State of Emergency in Portugal tightens at Easter

  • Lusa
  • 9 April 2020

The Portuguese are confined to their district of residence, except for health or work reasons, and flights at national airports are forbidden.

The Portuguese are confined to their district of residence, except for health or work reasons, and flights at national airports are forbidden from 00:00 Thursday until 24:00 Monday due to the Covid-19 pandemic.

The measures to limit movement during the Easter period fall within the State of Emergency in the country, and cover five days, in which the executive chose to give time off for civil servants on Thursday and Monday.

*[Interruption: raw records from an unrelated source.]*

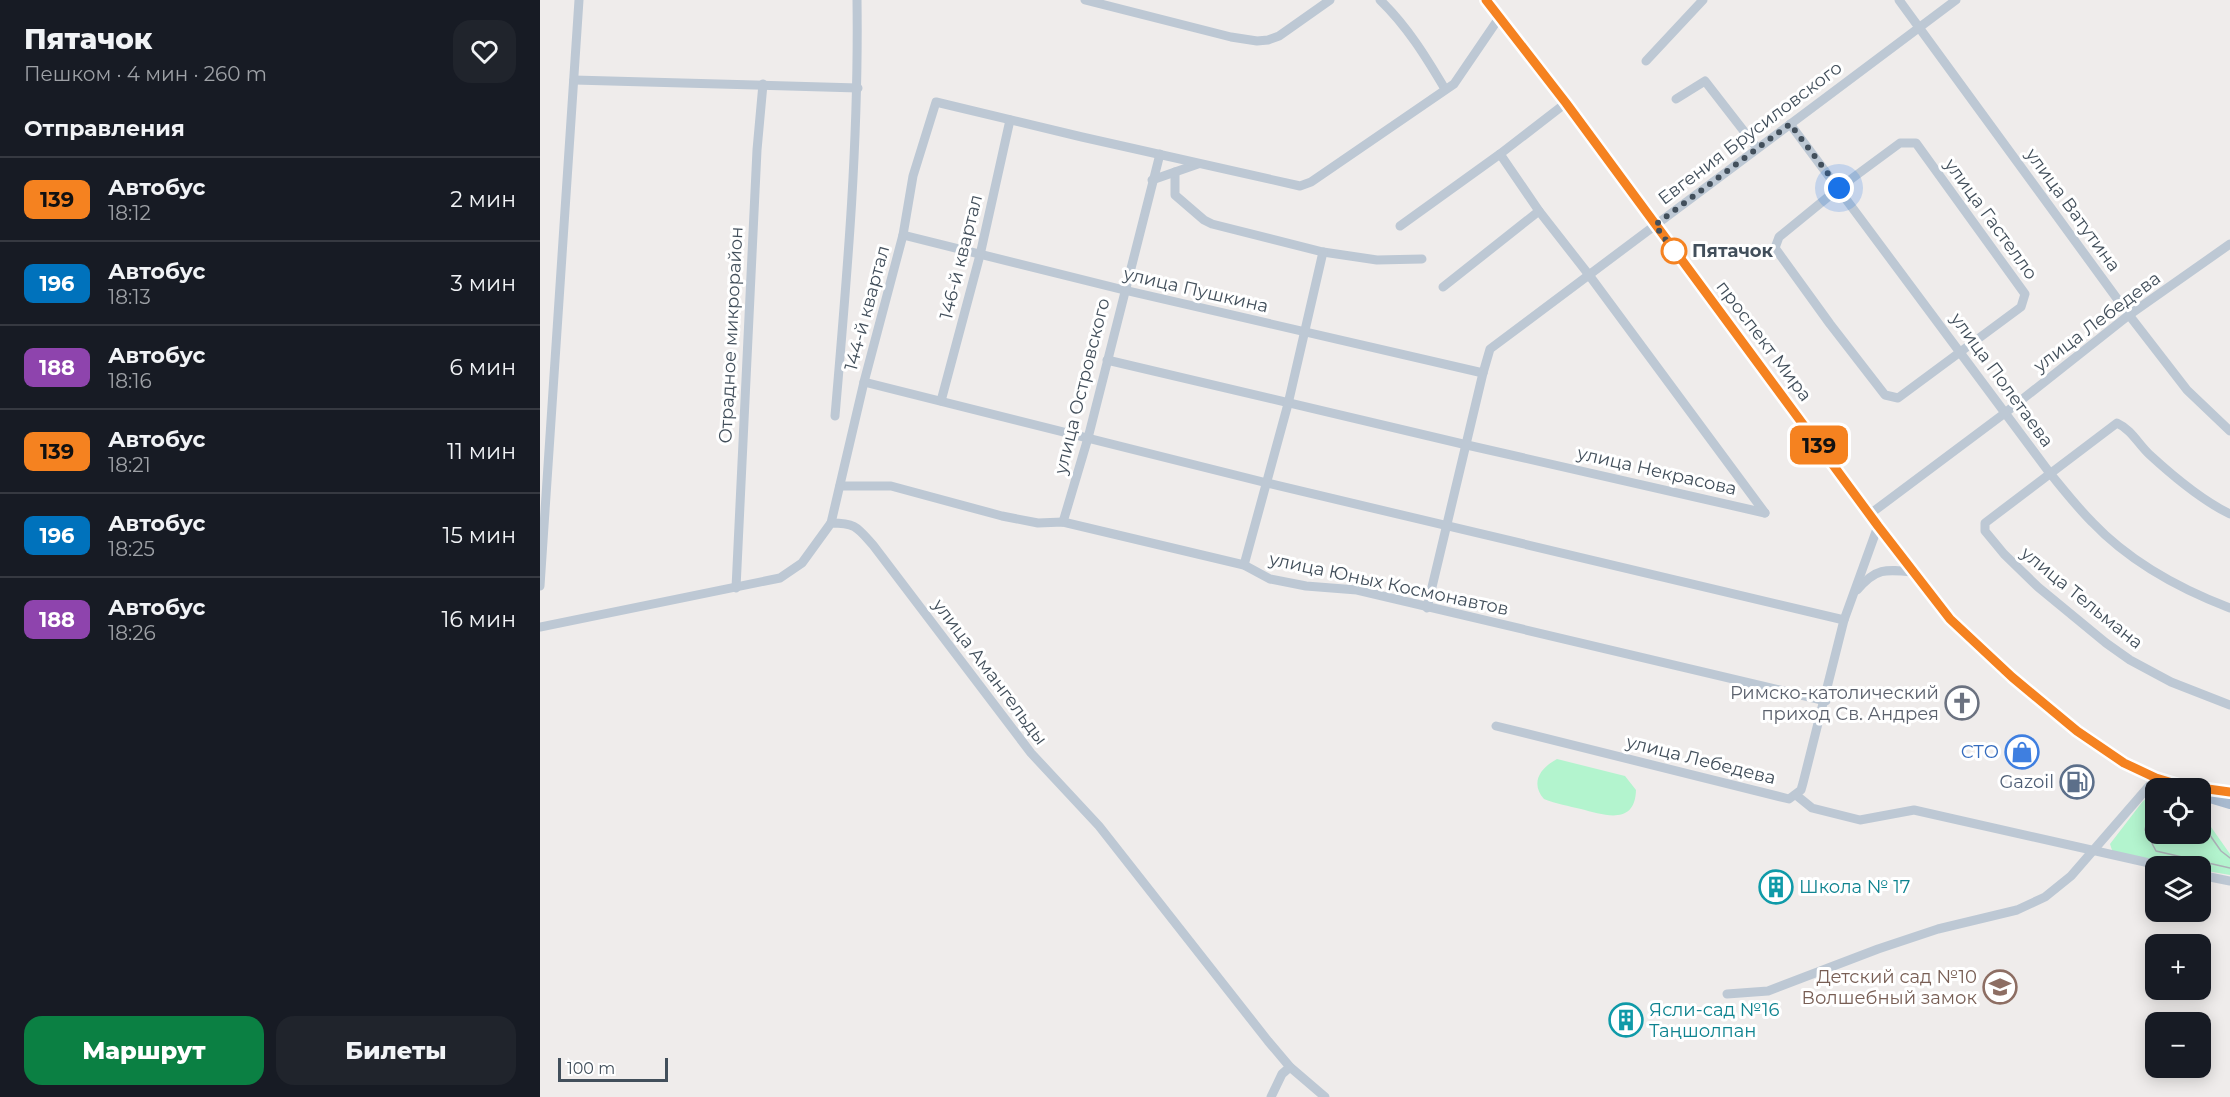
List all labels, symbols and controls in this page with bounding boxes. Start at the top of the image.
button: heart [453,20,516,83]
text: Пятачок [24,22,153,56]
street label: Евгения Брусиловского [1654,57,1846,209]
text: Пешком · 4 мин · 260 m [24,62,267,86]
text: Отправления [24,115,185,142]
street label: улица Ватутина [2020,143,2125,276]
street label: улица Гастелло [1939,153,2042,284]
your location [1824,173,1854,203]
text: Автобус [108,174,206,201]
text: 2 мин [450,186,516,213]
text: 139 [40,187,74,212]
street label: 146-й квартал [935,192,987,322]
text: 18:12 [108,201,151,225]
street label: Отрадное микрорайон [714,226,748,444]
marker: Пятачок [1661,238,1687,264]
place label: Пятачок [1692,240,1774,262]
street label: 144-й квартал [840,243,894,373]
text: Автобус [108,258,206,285]
street label: улица Пушкина [1120,262,1271,317]
street label: улица Лебедева [2028,267,2165,377]
text: 3 мин [450,270,516,297]
text: 196 [40,271,75,296]
street label: проспект Мира [1711,276,1817,406]
text: 18:13 [108,285,151,309]
street label: улица Островского [1049,296,1115,477]
street label: улица Полетаева [1945,308,2058,452]
text: Автобус [108,342,206,369]
text: 6 мин [449,354,516,381]
text: 188 [39,355,75,380]
text: 18:16 [108,369,152,393]
text: Автобус [108,426,206,453]
line badge: 139 [1784,426,1854,464]
text: 139 [1802,433,1836,458]
text: 11 мин [447,438,516,465]
text: 139 [40,439,74,464]
street label: улица Некрасова [1574,442,1739,500]
text: 18:21 [108,453,151,477]
text: Автобус [108,510,206,537]
text: 15 мин [442,522,516,549]
text: 196 [40,523,75,548]
text: 18:25 [108,537,155,561]
street label: улица Тельмана [2016,542,2147,654]
street label: улица Юных Космонавтов [1266,548,1511,620]
text: Автобус [108,594,206,621]
street label: улица Амангельды [927,594,1052,749]
text: 16 мин [442,606,516,633]
text: 188 [39,607,75,632]
text: 18:26 [108,621,156,645]
place label: Римско-католический приход Св. Андрея [1730,682,1939,725]
church icon: Римско-католический приход Св. Андрея [1944,685,1980,721]
street label: улица Лебедева [1623,731,1778,789]
shop icon: СТО [2004,734,2040,770]
place label: СТО [1961,741,1999,763]
fuel station icon: Gazoil [2059,764,2095,800]
place label: Gazoil [1999,771,2054,793]
map controls [2145,778,2211,1078]
button: locate [2145,778,2211,844]
button: layers [2145,856,2211,922]
building icon: Школа № 17 [1758,869,1794,905]
place label: Школа № 17 [1799,876,1910,898]
button: + [2145,934,2211,1000]
place label: Детский сад №10 Волшебный замок [1801,966,1978,1009]
school or university icon: Детский сад №10 Волшебный замок [1982,969,2018,1005]
place label: Ясли-сад №16 Таңшолпан [1649,999,1779,1042]
building icon: Ясли-сад №16 Таңшолпан [1608,1002,1644,1038]
button: − [2145,1012,2211,1078]
button: Маршрут [24,1016,264,1085]
button: Билеты [276,1016,516,1085]
scale bar [558,1055,668,1082]
text: 100 m [567,1059,615,1078]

Anyone working outside the district of residence must, during this period, have a written declaration from their employer to make the journeys, even if they are on public transport, which will not escape the authorities’ supervision and may even combine it with the security forces.

In the limitations concerning the Easter period, the Government determined that “citizens may not move outside the district of usual residence in the period between 00:00 today and 24:00 on April 13th, except for health reasons or other reasons of extreme urgency” and in the case of performance of professional activities.

During the same period, “commercial passenger flights to and from national airports shall not be permitted, without prejudice to emergency landings, humanitarian flights or flights for repatriation purposes”.

During this Easter season, but also until April 17, according to the decree that regulates the current period of State of Emergency, the accumulation of people on public roads is prevented, and the authorities, including the municipal police, may “disperse gatherings of more than five people, unless they belong to the same household”, in addition to recommending “to all citizens the fulfillment of the general duty of home confinement”.

Everyone also has the power to order home confinement, as well as to supervise people who are in “mandatory confinement” in hospitals or residences, namely patients with Covid-19 or who are under active surveillance, running the risk of a “crime of disobedience”.